In [1]:
# out of core line-counting function
# this function will break on an empty file
# Fix it as an exercise ;-)

def count_lines(file):
    with open(file, 'r') as f:
        for line_number, line in enumerate(f):
            pass
    return line_number + 1

In [2]:
# make a small test file - 10 lines long
with open('../test-data/line_count_test.txt', 'w') as f:
    for i in range(10):
        f.write('la la la\n')
        
# a second, just for fun
with open('../test-data/line_count_test_2.txt', 'w') as f:
    for i in range(2000000):
        f.write('wow, this is a big file\n')

In [3]:
# preview the test file - confirm 10 lines long
with open('../test-data/line_count_test.txt', 'r') as f:
    for i, line in enumerate(f):
        print(line)


la la la

la la la

la la la

la la la

la la la

la la la

la la la

la la la

la la la

la la la


In [5]:
# assert: if nothing happens, the condition is satisfied
assert count_lines('../test-data/line_count_test.txt') == 9, 'Error, wrong count returned'
assert count_lines('../test-data/line_count_test_2.txt') == 2000000, 'Error, wrong count returned'


---------------------------------------------------------------------------
AssertionError                            Traceback (most recent call last)
<ipython-input-5-de7113cd215b> in <module>()
      1 # assert: if nothing happens, the condition is satisfied
----> 2 assert count_lines('../test-data/line_count_test.txt') == 9, 'Error, wrong count returned'
      3 assert count_lines('../test-data/line_count_test_2.txt') == 2000000, 'Error, wrong count returned'

AssertionError: Error, wrong count returned

In [6]:
# set path once and for all
WAR_AND_PEACE = '../data/war_and_peace.txt'

print('There are exactly %d lines in War and Peace.' % count_lines(WAR_AND_PEACE))
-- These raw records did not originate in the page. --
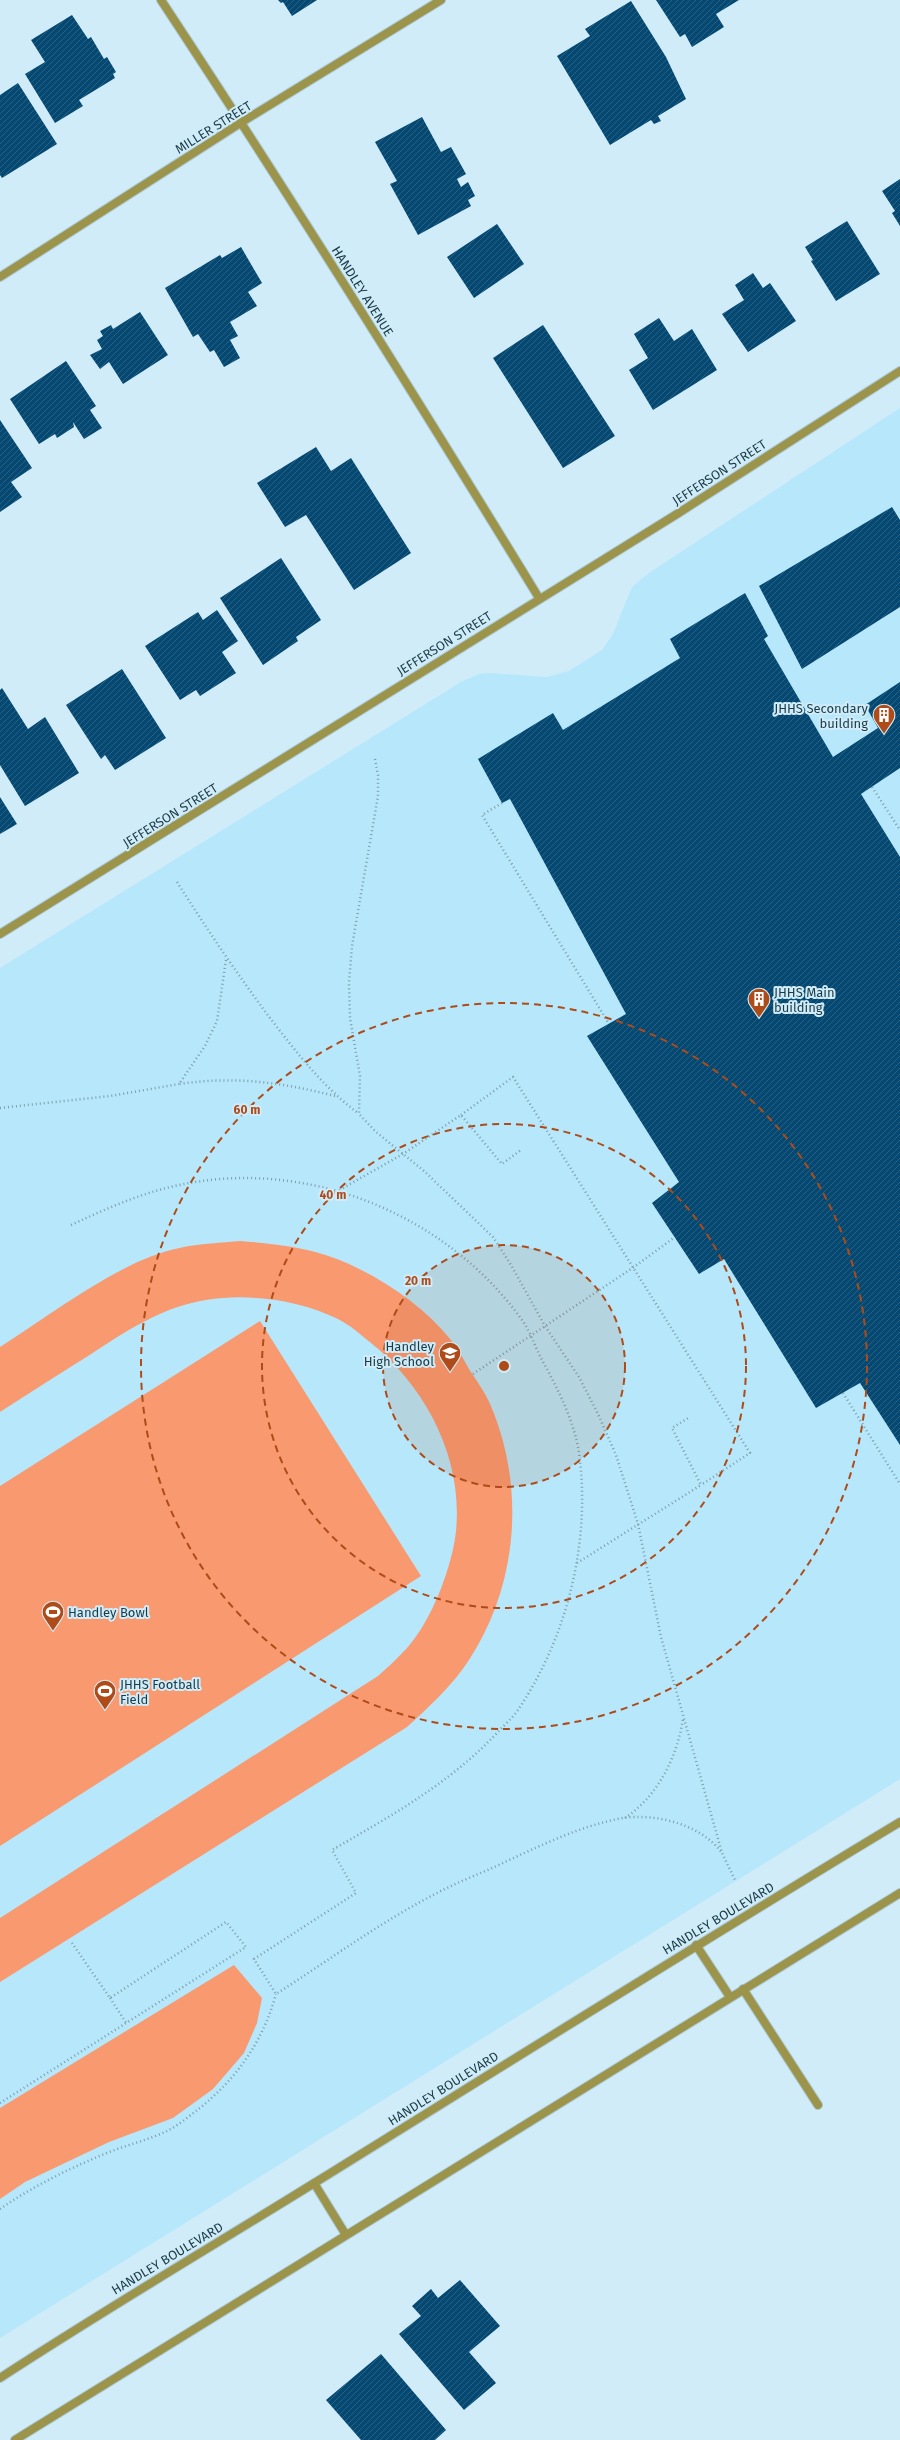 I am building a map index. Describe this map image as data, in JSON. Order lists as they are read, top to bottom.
{
  "streets": {
    "street": [
      "MILLER STREET",
      "HANDLEY AVENUE",
      "JEFFERSON STREET",
      "HANDLEY BOULEVARD"
    ]
  },
  "crossings": [
    ["MILLER STREET", "HANDLEY AVENUE"],
    ["HANDLEY AVENUE", "JEFFERSON STREET"]
  ],
  "places": {
    "building": ["JHHS Secondary building", "JHHS Main building"],
    "school or university": ["Handley High School"],
    "sports": ["Handley Bowl", "JHHS Football Field"]
  },
  "rings": ["60 m", "40 m", "20 m"]
} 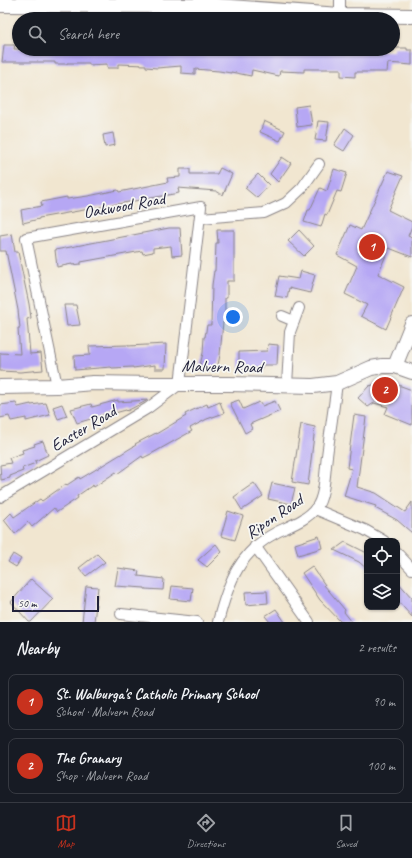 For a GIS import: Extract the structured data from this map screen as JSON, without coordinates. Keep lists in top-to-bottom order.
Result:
{
  "streets": {
    "street": [
      "Oakwood Road",
      "Malvern Road",
      "Easter Road",
      "Ripon Road"
    ]
  },
  "crossings": [
    ["Oakwood Road", "Malvern Road"],
    ["Malvern Road", "Easter Road"],
    ["Malvern Road", "Ripon Road"]
  ],
  "scale_bar": "50 m",
  "page": {
    "search": "Search here",
    "pins": ["1", "2"],
    "scale": "50 m",
    "heading": ["Nearby", "2 results"],
    "list": [
      {
        "mark": "1",
        "name": "St. Walburga's Catholic Primary School",
        "note": "School · Malvern Road",
        "value": "90 m"
      },
      {
        "mark": "2",
        "name": "The Granary",
        "note": "Shop · Malvern Road",
        "value": "100 m"
      }
    ],
    "nav": ["Map", "Directions", "Saved"]
  }
} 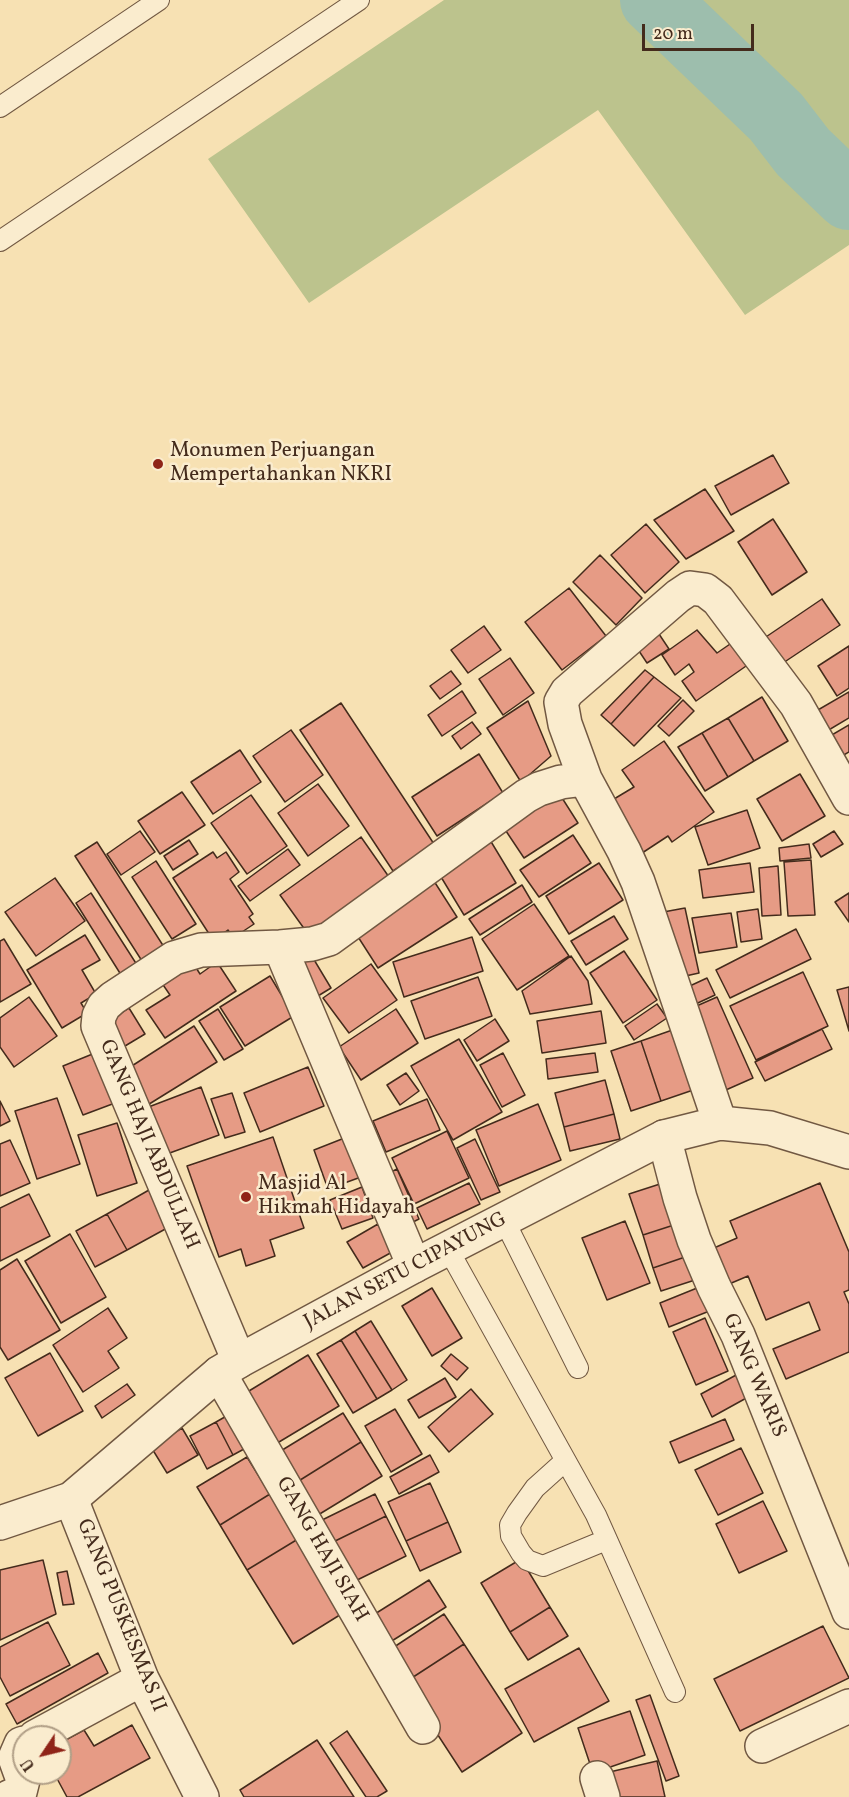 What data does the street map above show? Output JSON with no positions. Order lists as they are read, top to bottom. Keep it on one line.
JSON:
{"streets":{"street":["GANG HAJI ABDULLAH","JALAN SETU CIPAYUNG","GANG WARIS","GANG HAJI SIAH","GANG PUSKESMAS II"]},"crossings":[["GANG HAJI ABDULLAH","JALAN SETU CIPAYUNG"],["GANG HAJI ABDULLAH","GANG HAJI SIAH"],["JALAN SETU CIPAYUNG","GANG WARIS"],["JALAN SETU CIPAYUNG","GANG HAJI SIAH"],["JALAN SETU CIPAYUNG","GANG PUSKESMAS II"]],"places":["Monumen Perjuangan Mempertahankan NKRI","Masjid Al Hikmah Hidayah"],"scale_bar":"20 m","north":"bottom left"} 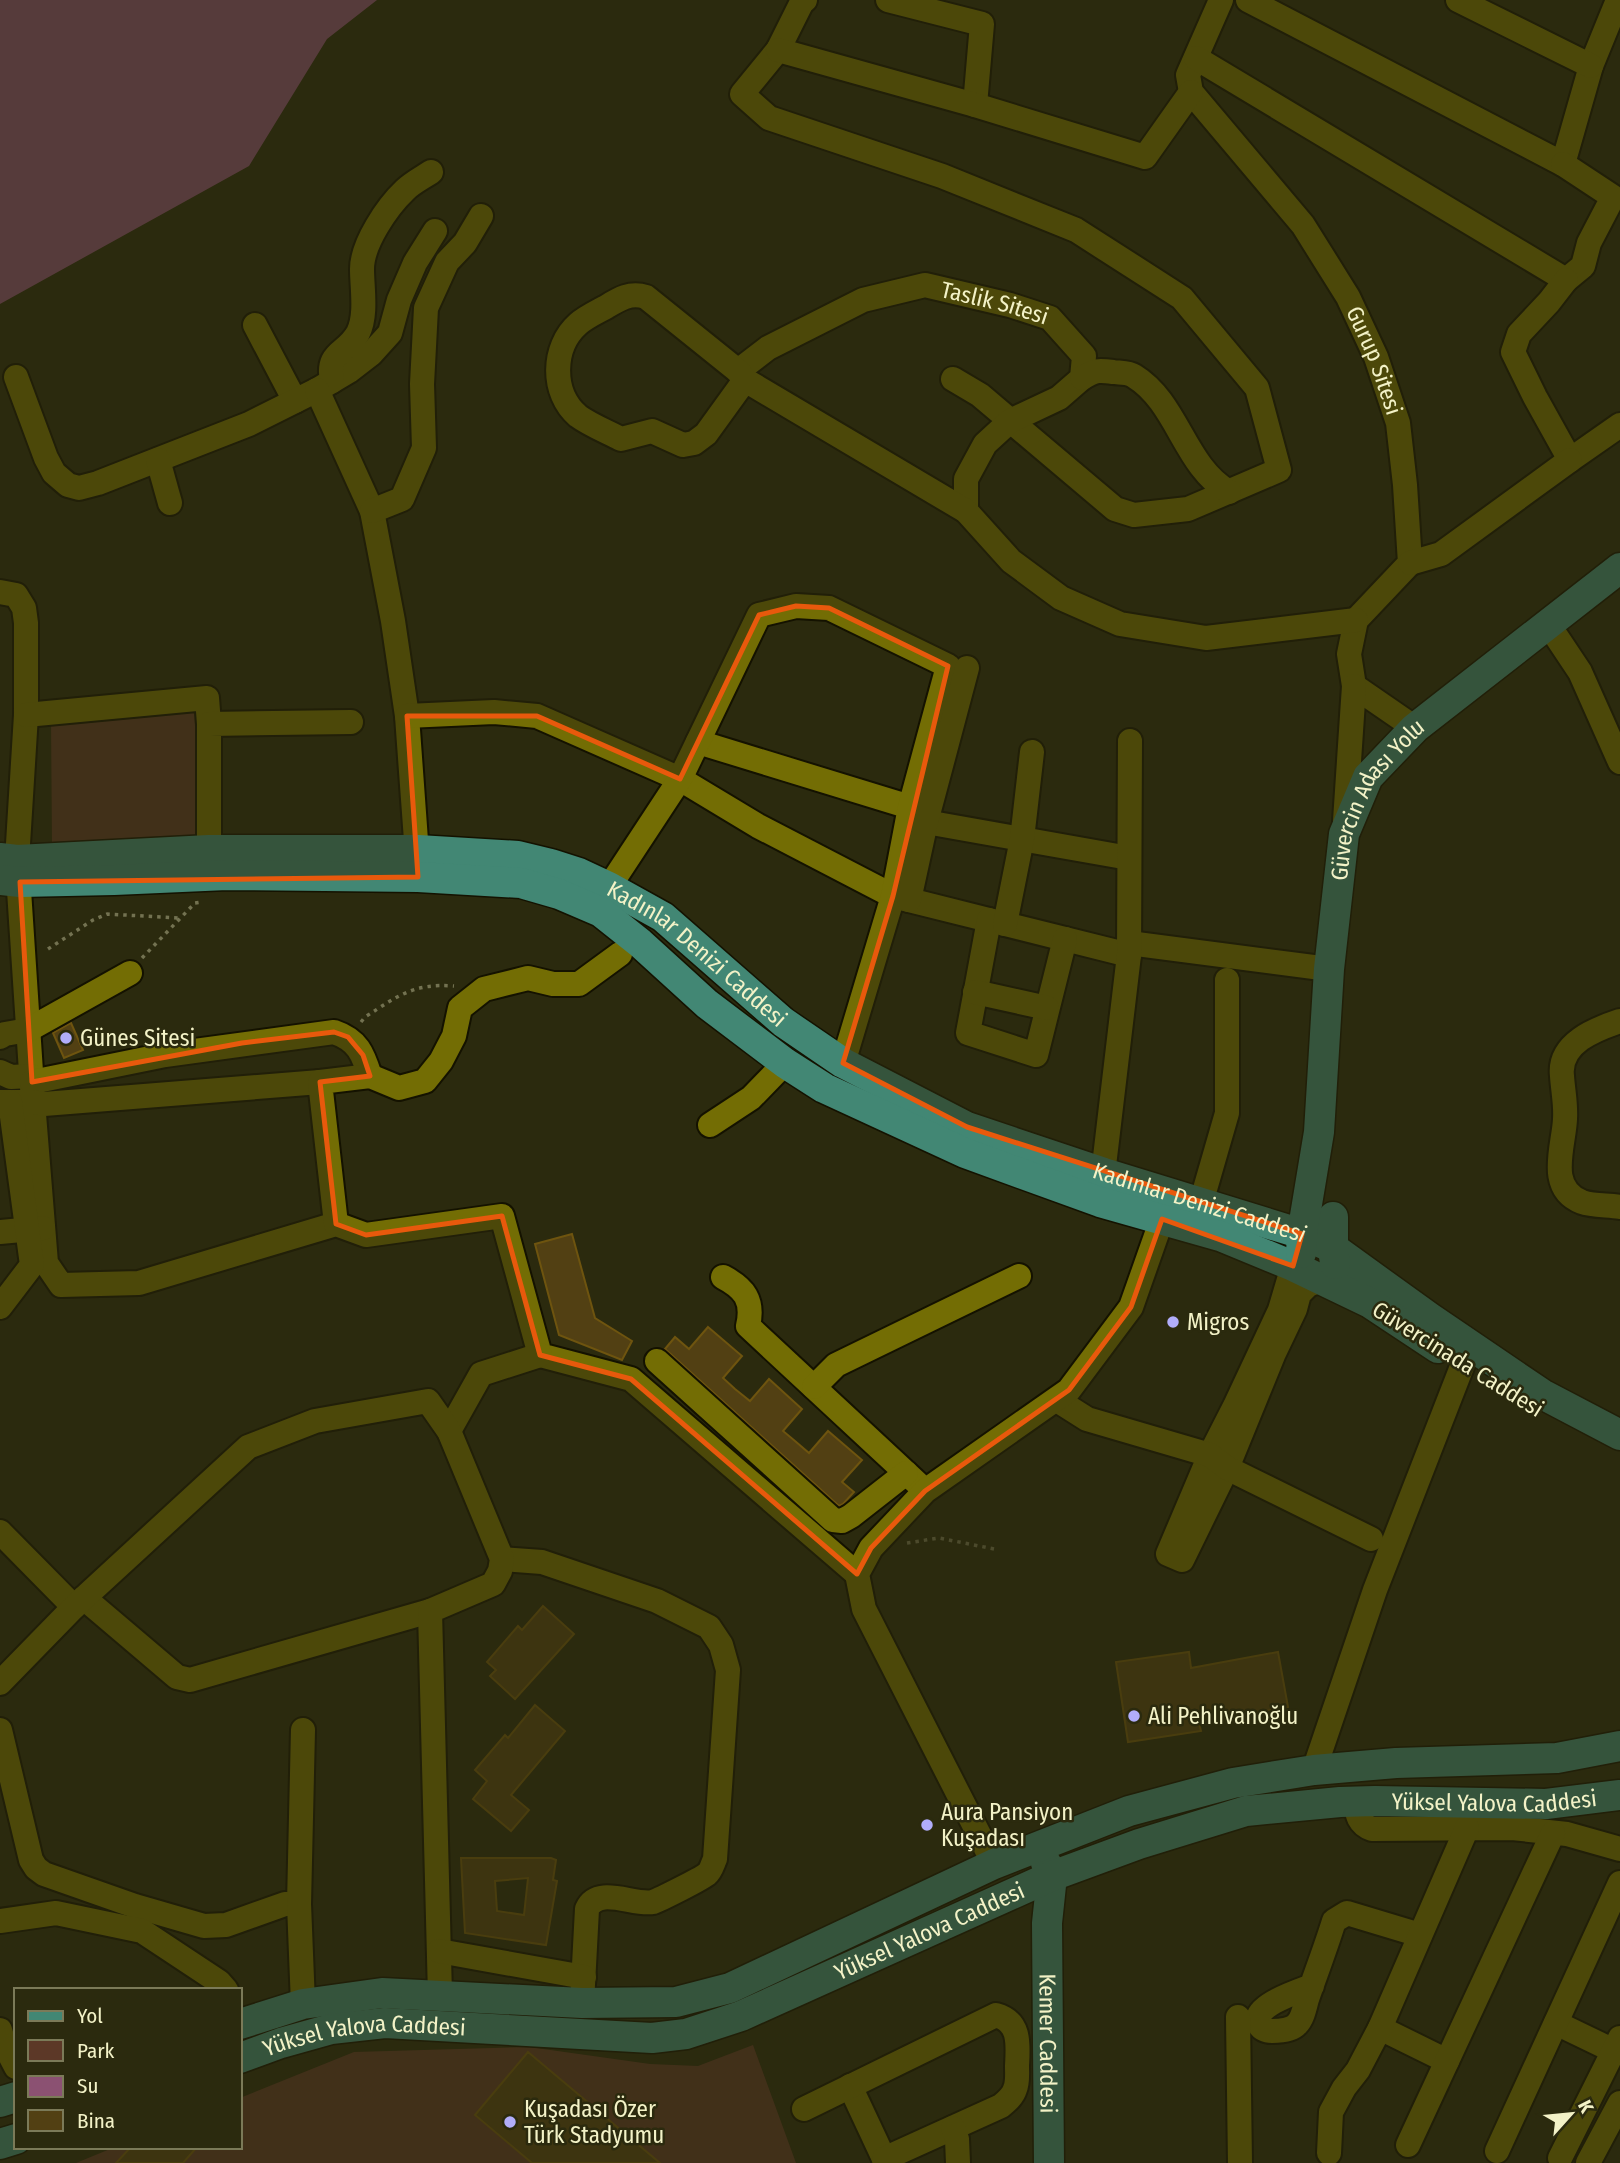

There are exactly 65007 lines in War and Peace.

In [7]:
def find_first(file, name):
    with open(file, 'r') as f:
        for i, line in enumerate(f):
            if line.find(name) != -1:
                return i

In [8]:
with open('../test-data/find_name_test.txt', 'w') as f:
    for i in range(5):
        f.write('la la la la\n')
    f.write('la la Bezukhov la\n')
    for i in range(4):
        f.write('la la la la\n')
    f.write('la la Bezukhova la\n')
    for i in range(4):
        f.write('la la la la\n')

In [9]:
with open('../test-data/find_name_test.txt', 'r') as f:
    for line in f:
        print(line)


la la la la

la la la la

la la la la

la la la la

la la la la

la la Bezukhov la

la la la la

la la la la

la la la la

la la la la

la la Bezukhova la

la la la la

la la la la

la la la la

la la la la


In [10]:
# test the function - should be on 5th line
find_first('../test-data/find_name_test.txt', 'Bezukhov')


Out[10]:
5

In [11]:
names = ['Dokhturov', 'Vasili Kuragin', 'Langeron']

for name in names:
    print('The name %s occurs first on line %d.' % (name, find_first(WAR_AND_PEACE, name)))


The name Dokhturov occurs first on line 8686.
The name Vasili Kuragin occurs first on line 816.
The name Langeron occurs first on line 14378.

In [12]:
def count_occurrences(file, name):
    counter = 0
    with open(file, 'r') as f:
        for line in f:
            counter += line.count(name)
    return counter

In [13]:
# note that this counts Bezukhova, because Bezukhov is part of Bezukhova!
count_occurrences('../test-data/find_name_test.txt', 'Bezukhov')


Out[13]:
2

In [14]:
# include whitespace at end of name?
count_occurrences('../test-data/find_name_test.txt', 'Bezukhov ')


Out[14]:
1

In [15]:
with open('../test-data/count_occurrences_test.txt', 'w') as f:
    for i in range(10):
        f.write('la '*3 + 'Bezukhov '*3 + 'la\n')
    f.write('la '*2 + 'Bezukhova ' +'la '*3 + 'la\n')

In [16]:
with open('../test-data/count_occurrences_test.txt', 'r') as f:
    for line in f:
        print(line)


la la la Bezukhov Bezukhov Bezukhov la

la la la Bezukhov Bezukhov Bezukhov la

la la la Bezukhov Bezukhov Bezukhov la

la la la Bezukhov Bezukhov Bezukhov la

la la la Bezukhov Bezukhov Bezukhov la

la la la Bezukhov Bezukhov Bezukhov la

la la la Bezukhov Bezukhov Bezukhov la

la la la Bezukhov Bezukhov Bezukhov la

la la la Bezukhov Bezukhov Bezukhov la

la la la Bezukhov Bezukhov Bezukhov la

la la Bezukhova la la la la


In [17]:
assert count_occurrences('../test-data/count_occurrences_test.txt', 'Bezukhov ') == 30

In [18]:
with open('../data/war_and_peace.txt', 'r') as f:
    for i, line in enumerate(f):
        if line.count('Bezukhov') != 0:
            print(line)


young man was an illegitimate son of Count Bezukhov, a well-known

Bezukhov, and about his illegitimate son Pierre, the one who had behaved

Count Bezukhov's distress some fifteen times.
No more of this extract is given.